══ DATA

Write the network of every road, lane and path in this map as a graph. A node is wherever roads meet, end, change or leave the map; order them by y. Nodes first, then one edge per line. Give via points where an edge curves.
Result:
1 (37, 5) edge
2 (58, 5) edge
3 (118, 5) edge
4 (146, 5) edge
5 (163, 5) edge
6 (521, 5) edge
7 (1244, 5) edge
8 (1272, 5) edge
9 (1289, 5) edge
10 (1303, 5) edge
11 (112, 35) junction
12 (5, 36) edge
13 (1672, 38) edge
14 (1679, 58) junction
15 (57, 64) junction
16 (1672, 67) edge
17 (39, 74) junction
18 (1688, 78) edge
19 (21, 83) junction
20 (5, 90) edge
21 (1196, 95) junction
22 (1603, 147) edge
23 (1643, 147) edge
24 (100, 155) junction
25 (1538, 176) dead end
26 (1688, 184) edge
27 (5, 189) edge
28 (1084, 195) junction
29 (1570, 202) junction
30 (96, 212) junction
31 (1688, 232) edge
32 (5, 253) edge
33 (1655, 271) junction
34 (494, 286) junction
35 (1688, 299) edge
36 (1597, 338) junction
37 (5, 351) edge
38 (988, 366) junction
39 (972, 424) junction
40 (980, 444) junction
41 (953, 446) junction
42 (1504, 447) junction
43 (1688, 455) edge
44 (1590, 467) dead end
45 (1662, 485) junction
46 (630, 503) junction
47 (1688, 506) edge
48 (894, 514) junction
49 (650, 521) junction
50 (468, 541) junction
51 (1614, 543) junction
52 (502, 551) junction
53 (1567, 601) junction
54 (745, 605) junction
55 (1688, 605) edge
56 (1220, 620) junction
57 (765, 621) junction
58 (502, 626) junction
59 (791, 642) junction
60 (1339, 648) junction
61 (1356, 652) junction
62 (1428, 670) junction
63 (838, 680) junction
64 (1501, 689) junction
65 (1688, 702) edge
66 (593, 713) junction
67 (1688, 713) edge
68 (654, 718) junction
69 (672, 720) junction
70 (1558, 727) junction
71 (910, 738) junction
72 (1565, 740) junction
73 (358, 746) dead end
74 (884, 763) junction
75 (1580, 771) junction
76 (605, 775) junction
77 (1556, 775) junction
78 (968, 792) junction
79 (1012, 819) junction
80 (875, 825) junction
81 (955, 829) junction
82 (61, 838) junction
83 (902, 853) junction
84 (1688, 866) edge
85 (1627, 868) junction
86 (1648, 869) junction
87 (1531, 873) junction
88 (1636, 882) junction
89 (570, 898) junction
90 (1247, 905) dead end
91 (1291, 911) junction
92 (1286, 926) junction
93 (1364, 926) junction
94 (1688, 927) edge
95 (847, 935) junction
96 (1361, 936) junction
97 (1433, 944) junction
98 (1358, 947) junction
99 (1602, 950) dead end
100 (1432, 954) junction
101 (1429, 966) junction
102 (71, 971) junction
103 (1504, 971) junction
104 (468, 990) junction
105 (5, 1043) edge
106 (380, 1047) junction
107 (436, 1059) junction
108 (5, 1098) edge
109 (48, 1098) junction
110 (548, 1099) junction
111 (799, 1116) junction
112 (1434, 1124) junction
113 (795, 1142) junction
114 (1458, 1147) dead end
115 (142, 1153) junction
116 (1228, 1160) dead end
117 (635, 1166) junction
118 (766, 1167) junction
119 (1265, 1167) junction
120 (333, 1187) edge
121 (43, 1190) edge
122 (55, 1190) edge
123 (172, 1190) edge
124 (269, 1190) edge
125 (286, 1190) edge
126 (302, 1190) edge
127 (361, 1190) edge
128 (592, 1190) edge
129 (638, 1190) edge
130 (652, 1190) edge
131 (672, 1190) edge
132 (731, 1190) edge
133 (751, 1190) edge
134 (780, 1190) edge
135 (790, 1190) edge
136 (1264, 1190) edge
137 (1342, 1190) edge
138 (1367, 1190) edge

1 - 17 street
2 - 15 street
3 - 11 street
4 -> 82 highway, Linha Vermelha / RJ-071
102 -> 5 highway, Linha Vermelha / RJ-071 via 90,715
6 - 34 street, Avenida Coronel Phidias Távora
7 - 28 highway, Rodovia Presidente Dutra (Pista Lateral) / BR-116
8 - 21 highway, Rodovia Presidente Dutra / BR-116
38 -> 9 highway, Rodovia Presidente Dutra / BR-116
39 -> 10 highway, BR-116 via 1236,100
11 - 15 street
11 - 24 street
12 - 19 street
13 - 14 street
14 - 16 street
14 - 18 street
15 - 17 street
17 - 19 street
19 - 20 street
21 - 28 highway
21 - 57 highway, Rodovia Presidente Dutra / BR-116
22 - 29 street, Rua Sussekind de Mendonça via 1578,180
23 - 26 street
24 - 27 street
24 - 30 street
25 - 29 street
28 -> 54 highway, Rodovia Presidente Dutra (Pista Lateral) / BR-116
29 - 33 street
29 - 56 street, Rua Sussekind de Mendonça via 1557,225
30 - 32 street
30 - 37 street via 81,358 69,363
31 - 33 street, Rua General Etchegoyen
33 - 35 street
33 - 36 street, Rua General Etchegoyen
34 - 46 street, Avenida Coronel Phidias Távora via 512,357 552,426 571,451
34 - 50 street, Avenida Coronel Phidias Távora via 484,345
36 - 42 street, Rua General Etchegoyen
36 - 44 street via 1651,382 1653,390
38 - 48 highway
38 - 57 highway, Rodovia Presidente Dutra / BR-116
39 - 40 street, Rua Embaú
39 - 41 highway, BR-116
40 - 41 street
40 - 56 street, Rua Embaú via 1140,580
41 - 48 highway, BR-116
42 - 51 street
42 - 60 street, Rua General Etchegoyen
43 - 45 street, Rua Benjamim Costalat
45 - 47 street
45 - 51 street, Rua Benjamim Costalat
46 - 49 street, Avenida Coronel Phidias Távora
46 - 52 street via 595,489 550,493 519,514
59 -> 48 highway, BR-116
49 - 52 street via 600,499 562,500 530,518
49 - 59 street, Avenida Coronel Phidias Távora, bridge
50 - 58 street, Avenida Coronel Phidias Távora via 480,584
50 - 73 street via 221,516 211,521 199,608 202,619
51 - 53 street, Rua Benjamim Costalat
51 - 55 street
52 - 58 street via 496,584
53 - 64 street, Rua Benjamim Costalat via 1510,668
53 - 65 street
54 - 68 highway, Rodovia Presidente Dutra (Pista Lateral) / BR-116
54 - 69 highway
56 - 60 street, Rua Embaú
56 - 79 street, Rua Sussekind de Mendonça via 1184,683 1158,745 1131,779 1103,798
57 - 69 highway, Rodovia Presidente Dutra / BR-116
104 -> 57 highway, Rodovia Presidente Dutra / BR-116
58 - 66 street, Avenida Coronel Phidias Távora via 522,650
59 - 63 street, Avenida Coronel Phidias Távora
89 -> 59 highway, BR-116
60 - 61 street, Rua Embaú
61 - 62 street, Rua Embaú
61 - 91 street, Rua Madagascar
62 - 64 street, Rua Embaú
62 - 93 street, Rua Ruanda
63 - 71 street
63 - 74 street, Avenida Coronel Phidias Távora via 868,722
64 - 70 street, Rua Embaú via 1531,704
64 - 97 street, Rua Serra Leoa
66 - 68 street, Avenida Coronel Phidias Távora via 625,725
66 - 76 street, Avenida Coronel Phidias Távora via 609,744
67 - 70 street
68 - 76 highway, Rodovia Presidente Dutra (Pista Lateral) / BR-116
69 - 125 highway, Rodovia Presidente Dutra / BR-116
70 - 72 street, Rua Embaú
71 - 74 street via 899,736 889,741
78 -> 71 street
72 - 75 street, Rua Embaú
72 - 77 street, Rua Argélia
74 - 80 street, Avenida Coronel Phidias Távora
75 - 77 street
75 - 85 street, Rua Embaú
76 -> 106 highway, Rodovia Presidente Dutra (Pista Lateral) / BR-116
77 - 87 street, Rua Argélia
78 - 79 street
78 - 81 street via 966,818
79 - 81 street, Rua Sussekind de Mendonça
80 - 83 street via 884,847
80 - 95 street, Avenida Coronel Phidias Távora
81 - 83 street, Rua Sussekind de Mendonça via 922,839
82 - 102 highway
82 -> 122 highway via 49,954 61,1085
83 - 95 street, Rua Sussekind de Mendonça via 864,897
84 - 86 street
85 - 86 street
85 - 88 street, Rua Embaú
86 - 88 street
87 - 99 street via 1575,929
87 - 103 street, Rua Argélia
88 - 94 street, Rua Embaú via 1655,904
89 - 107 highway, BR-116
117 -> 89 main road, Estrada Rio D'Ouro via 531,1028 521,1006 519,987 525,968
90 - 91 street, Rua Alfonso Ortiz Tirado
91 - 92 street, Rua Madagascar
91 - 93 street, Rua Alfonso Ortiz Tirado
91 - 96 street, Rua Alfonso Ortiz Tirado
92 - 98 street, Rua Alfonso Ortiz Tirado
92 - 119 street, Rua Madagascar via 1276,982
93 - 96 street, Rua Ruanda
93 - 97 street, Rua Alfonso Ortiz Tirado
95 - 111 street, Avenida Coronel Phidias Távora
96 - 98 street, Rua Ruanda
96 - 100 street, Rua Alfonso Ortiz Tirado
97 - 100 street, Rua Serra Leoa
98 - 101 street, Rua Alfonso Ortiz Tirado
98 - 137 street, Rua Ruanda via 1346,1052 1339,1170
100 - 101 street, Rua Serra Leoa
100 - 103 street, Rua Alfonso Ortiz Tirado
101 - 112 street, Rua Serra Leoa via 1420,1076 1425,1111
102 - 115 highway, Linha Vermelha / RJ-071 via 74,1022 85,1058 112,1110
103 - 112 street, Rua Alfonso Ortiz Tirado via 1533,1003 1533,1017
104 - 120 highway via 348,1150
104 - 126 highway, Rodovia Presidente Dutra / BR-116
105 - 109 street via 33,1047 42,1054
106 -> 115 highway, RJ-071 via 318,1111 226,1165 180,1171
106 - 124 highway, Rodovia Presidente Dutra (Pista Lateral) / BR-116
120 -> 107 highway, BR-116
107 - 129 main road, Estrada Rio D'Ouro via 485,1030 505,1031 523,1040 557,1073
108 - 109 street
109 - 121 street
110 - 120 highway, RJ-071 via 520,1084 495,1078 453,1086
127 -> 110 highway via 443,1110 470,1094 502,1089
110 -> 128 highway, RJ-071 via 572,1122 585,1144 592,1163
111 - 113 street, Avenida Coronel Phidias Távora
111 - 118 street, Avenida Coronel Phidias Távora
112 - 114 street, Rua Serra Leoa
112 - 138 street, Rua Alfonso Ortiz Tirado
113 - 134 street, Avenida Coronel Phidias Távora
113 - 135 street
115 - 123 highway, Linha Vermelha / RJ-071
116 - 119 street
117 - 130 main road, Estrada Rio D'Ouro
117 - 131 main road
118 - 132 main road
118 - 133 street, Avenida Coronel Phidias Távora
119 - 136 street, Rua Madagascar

════

## AIM OF THE EXERCISE
Your task is to collect every line above that contains the word "General".

## EXERCISE OUTPUT
31 - 33 street, Rua General Etchegoyen
33 - 36 street, Rua General Etchegoyen
36 - 42 street, Rua General Etchegoyen
42 - 60 street, Rua General Etchegoyen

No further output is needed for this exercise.